ACTIVITY: Report each line of the entries that contains the word "Aubépine", copied in full.

*** INPUT DATA ***

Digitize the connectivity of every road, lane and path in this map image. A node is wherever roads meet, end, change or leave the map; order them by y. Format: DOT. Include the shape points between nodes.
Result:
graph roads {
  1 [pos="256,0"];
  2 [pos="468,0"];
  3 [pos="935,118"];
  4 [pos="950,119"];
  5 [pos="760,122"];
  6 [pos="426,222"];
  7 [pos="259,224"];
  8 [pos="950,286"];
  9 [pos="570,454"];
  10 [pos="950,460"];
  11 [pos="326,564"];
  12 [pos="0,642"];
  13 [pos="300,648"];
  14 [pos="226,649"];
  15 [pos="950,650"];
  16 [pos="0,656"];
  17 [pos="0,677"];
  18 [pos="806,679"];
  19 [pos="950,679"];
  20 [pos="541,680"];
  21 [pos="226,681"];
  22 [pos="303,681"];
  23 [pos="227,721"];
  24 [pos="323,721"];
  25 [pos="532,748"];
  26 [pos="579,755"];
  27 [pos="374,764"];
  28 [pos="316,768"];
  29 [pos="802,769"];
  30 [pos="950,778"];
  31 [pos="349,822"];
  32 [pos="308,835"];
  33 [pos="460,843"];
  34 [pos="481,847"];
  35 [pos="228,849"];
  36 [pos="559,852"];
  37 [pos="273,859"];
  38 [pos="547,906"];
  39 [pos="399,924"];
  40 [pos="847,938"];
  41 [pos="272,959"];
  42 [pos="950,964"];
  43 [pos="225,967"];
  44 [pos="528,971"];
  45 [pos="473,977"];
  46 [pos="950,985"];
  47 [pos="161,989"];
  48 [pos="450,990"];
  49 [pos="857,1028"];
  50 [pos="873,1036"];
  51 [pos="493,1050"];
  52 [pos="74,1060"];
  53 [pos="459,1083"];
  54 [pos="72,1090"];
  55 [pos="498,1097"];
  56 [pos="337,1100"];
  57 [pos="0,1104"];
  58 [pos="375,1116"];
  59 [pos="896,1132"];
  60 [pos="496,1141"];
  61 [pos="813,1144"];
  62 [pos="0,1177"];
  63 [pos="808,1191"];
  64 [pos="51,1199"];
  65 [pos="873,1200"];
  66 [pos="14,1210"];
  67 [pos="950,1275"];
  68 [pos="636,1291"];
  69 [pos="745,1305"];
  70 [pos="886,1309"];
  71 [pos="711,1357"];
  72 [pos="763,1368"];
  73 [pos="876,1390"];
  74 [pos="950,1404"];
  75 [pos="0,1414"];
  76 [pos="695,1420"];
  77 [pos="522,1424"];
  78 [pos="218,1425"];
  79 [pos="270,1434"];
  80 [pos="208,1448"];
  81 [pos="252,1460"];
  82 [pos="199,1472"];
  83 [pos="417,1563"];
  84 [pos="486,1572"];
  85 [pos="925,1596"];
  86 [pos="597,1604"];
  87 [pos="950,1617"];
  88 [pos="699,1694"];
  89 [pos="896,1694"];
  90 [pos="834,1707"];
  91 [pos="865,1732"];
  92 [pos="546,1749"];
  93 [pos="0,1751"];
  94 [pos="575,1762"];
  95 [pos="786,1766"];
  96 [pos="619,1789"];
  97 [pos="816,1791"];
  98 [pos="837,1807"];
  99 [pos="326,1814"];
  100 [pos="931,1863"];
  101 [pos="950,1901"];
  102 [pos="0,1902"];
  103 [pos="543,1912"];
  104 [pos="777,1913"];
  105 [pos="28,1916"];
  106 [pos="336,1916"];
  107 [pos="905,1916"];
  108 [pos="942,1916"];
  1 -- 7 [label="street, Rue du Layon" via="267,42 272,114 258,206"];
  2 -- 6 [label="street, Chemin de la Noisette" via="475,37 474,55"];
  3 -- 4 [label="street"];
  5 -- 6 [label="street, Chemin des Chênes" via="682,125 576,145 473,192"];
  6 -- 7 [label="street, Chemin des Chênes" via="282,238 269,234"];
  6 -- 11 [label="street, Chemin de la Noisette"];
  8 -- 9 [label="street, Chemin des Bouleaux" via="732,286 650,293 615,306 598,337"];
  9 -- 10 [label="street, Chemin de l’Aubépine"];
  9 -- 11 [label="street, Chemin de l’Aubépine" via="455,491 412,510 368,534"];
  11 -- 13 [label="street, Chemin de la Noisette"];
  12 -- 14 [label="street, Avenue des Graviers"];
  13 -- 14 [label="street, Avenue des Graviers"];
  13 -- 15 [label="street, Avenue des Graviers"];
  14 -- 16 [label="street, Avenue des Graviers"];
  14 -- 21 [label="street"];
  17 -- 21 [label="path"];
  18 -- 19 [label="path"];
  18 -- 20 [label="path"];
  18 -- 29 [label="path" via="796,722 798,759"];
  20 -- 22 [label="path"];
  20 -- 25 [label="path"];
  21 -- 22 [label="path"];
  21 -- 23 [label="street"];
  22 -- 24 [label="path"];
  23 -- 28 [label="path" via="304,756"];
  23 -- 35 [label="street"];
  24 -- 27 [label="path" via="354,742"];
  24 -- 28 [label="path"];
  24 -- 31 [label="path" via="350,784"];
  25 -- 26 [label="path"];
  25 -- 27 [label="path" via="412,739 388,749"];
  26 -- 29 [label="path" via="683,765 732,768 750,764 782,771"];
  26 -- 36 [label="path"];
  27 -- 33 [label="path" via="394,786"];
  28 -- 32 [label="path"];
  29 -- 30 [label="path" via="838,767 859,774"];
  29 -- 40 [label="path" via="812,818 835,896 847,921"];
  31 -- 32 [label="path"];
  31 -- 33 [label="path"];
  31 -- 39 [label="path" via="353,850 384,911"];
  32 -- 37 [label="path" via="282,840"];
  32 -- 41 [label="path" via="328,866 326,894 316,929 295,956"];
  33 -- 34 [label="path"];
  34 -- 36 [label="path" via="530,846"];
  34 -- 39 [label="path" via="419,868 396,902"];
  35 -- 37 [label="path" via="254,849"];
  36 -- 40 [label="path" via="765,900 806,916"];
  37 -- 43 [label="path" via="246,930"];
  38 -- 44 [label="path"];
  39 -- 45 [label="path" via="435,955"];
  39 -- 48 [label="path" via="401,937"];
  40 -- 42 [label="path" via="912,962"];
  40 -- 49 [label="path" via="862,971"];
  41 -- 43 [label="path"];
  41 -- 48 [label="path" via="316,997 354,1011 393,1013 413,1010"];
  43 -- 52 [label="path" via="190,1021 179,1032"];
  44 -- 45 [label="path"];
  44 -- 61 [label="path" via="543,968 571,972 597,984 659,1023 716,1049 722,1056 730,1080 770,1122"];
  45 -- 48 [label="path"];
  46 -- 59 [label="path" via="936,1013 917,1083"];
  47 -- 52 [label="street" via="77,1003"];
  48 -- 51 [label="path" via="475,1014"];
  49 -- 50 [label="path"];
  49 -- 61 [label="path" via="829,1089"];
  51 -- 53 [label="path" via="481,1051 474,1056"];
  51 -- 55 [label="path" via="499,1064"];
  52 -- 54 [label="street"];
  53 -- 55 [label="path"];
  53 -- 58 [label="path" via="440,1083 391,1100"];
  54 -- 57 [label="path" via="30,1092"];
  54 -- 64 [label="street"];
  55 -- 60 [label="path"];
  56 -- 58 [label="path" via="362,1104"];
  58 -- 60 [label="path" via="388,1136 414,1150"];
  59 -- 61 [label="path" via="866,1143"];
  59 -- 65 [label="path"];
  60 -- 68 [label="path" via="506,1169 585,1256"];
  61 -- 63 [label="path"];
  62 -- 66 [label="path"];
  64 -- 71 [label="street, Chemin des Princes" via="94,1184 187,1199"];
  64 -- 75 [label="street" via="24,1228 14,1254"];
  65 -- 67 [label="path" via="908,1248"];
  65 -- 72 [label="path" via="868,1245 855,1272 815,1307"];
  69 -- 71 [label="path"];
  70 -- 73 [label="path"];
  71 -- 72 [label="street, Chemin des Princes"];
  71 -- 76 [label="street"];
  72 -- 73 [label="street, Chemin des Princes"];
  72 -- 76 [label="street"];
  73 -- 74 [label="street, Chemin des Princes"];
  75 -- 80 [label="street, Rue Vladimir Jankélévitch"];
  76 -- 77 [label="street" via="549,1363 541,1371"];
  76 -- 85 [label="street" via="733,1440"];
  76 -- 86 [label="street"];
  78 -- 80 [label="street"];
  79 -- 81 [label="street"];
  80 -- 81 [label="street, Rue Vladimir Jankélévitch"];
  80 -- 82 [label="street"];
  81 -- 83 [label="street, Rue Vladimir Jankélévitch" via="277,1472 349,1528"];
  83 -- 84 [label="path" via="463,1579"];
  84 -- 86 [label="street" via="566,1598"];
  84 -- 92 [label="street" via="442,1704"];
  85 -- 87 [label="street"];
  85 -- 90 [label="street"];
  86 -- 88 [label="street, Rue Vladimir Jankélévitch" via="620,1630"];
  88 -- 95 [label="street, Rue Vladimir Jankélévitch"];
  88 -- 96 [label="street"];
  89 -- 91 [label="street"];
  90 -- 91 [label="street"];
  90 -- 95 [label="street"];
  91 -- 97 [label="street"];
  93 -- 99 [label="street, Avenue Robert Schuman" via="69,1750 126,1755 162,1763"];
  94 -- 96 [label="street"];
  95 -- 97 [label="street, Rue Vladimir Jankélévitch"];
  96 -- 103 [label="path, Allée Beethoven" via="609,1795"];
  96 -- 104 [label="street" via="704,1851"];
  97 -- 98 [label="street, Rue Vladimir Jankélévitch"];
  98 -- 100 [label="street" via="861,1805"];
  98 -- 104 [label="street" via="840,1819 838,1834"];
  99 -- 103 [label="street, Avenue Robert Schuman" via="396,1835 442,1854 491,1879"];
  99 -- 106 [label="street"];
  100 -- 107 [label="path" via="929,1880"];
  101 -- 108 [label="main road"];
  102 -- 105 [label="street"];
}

***

RESPONSE TO THE TASK:
  9 -- 10 [label="street, Chemin de l’Aubépine"];
  9 -- 11 [label="street, Chemin de l’Aubépine" via="455,491 412,510 368,534"];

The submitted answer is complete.